The Permian-Triassic mass extinction (PTME) altered macroevolutionary land-scapes by removing incumbent biota. Here, using terrestrial paleocommunities of the Karoo Basin spanning the PTME, we show that a pre-extinction incumbent configuration of biotic interactions made significant ecological re-organizations or macroevolutionary innovations unlikely. The post-PTME ecosystem initially was more likely to be reorganized, but incumbency was re-established by the Middle Triassic. We argue that the stability of the pre-PTME ecosystem, its subsequent loss, and replacement, resulted from the in-fluence of community-level structure and dynamics on species evolution and survival.

One sentence summary Biotic incumbency at the end of the Paleozoic, based on community functional organization, was destroyed by the Permian-Triassic mass extinction, allowing the development of novel community types.

Introduction

The rise and fall of biotic interactions and incumbent, geologically persistent taxa, are key features of long-term macroevolutionary and macroecological patterns in the fossil record (1). Although the replacement of incumbents and interactions have been explained in various ways (1–6), mass extinctions played particularly important roles. During these transformative events, communities underwent significant compositional and ecological reorganizations, or were re-placed completely by ecologically novel systems, giving mass extinctions an effect on history disproportionate to their contributions to the total number of Phanerozoic extinctions (7). Here we show, using a well-documented series of terrestrial paleocommunities spanning the Permian-Triassic mass extinction (PTME), and a numerical model of community stability (8), that incumbency before the PTME was maintained by a pre-existing community-level structure of biotic interactions. When compared to alternative evolutionary trajectories and ecological reorganizations, this structure was more advantageous to long-term species persistence and co-existence. The structure’s loss through successive waves of extinction resulted in an Early Triassic community in which reorganization would have significantly improved persistence and coexistence. By the Middle Triassic, this recovery stage was replaced by a community in which innovation and reorganization would have been disadvantageous, thereby forming the basis for renewed incumbency.

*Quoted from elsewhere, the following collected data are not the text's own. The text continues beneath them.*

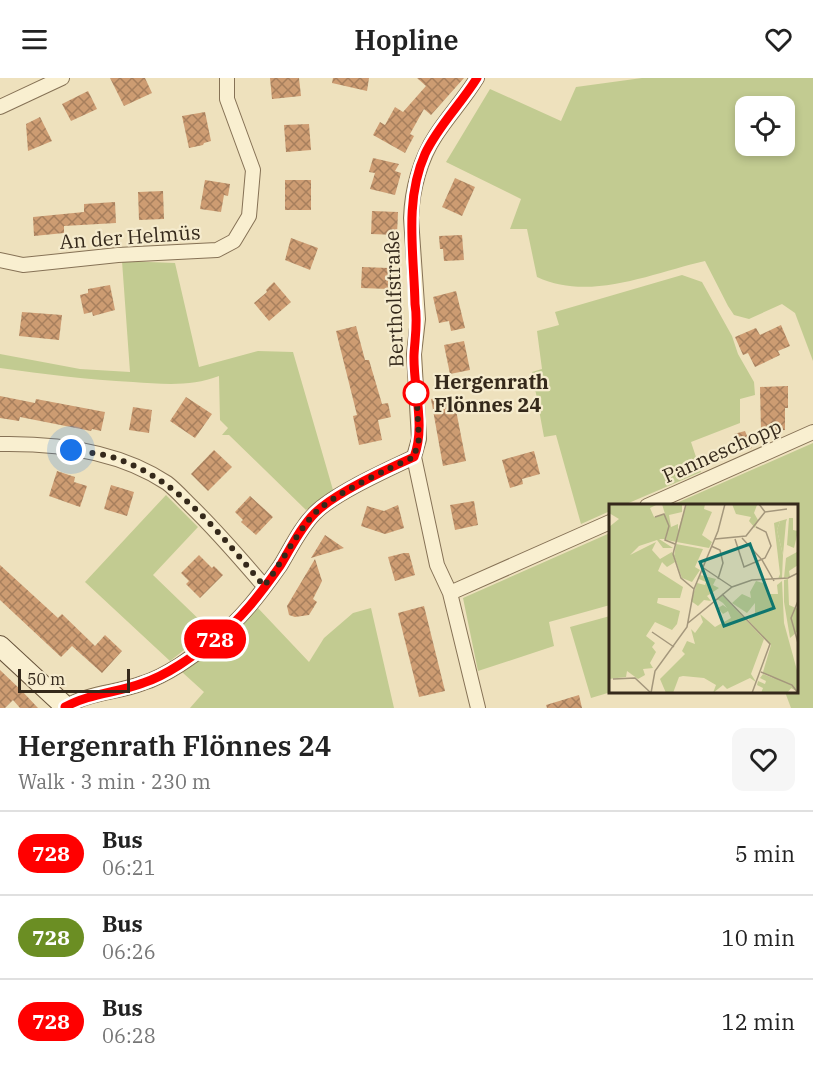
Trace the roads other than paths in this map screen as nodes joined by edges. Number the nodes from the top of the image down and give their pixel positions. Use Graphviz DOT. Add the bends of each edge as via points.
graph roads {
  1 [pos="62,78"];
  2 [pos="227,78"];
  3 [pos="477,78"];
  4 [pos="0,107"];
  5 [pos="0,261"];
  6 [pos="813,432"];
  7 [pos="0,444"];
  8 [pos="414,457"];
  9 [pos="651,504"];
  10 [pos="609,522"];
  11 [pos="264,586"];
  12 [pos="450,593"];
  13 [pos="0,646"];
  14 [pos="66,707"];
  15 [pos="478,708"];
  1 -- 4 [label="street"];
  2 -- 5 [label="street, An der Helmüs" via="227,99 253,170 249,216 234,241 217,250 23,265"];
  3 -- 8 [label="street, Bertholfstraße" via="426,153 411,206 418,319 414,354 419,439"];
  6 -- 9 [label="street, Panneschopp"];
  7 -- 11 [label="street" via="32,444 110,456 140,467 169,484 219,533"];
  8 -- 11 [label="street" via="316,512"];
  8 -- 12 [label="street, Bertholfstraße" via="437,565"];
  10 -- 12 [label="street"];
  11 -- 14 [label="street" via="240,618 161,675 127,688 93,694"];
  12 -- 15 [label="street, Bertholfstraße"];
  13 -- 14 [label="street"];
}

We studied seven paleocommunities from the Karoo Basin, South Africa, ranging from the late Permian (Wuchiapingian) lower Daptocephalus Assemblage Zone, to the Middle Triassic (Anisian) Cynognathus Assemblage subzone B (31, 35, 36) (Fig. 1; table S1) (12). Taxon composition between successive communities was nearly constant during the Permian, whereas turnover was dramatically greater in the Triassic. We modeled each paleocommunity as an ensemble of food webs of size S (number of species), with a structural complexity determined by the hierarchical and functional partitioning of S into G trophic guilds, and E sets of inter-guild interactions. The ensemble was organized as four nested sets of hypothetical communities of increasingly constrained structural complexity (33). The most inclusive set comprised random networks of size S, constrained by having the total number of interactions drawn from a mixed exponential power law distribution (12); the least inclusive consisted of the observed paleocommunity itself. Nested between these end members were: model communities with S partitioned into G guilds with E links, yielding food webs of structural complexity equal to, but compositionally different from the observed paleocommunity; and models containing the same functional structure of the paleocommunity, but with randomized partitioning of S among guilds. We thus examined the effects of imposing structural features on the ensemble that increasingly required random food webs of size S to be more consistent with observed paleocommunity structure.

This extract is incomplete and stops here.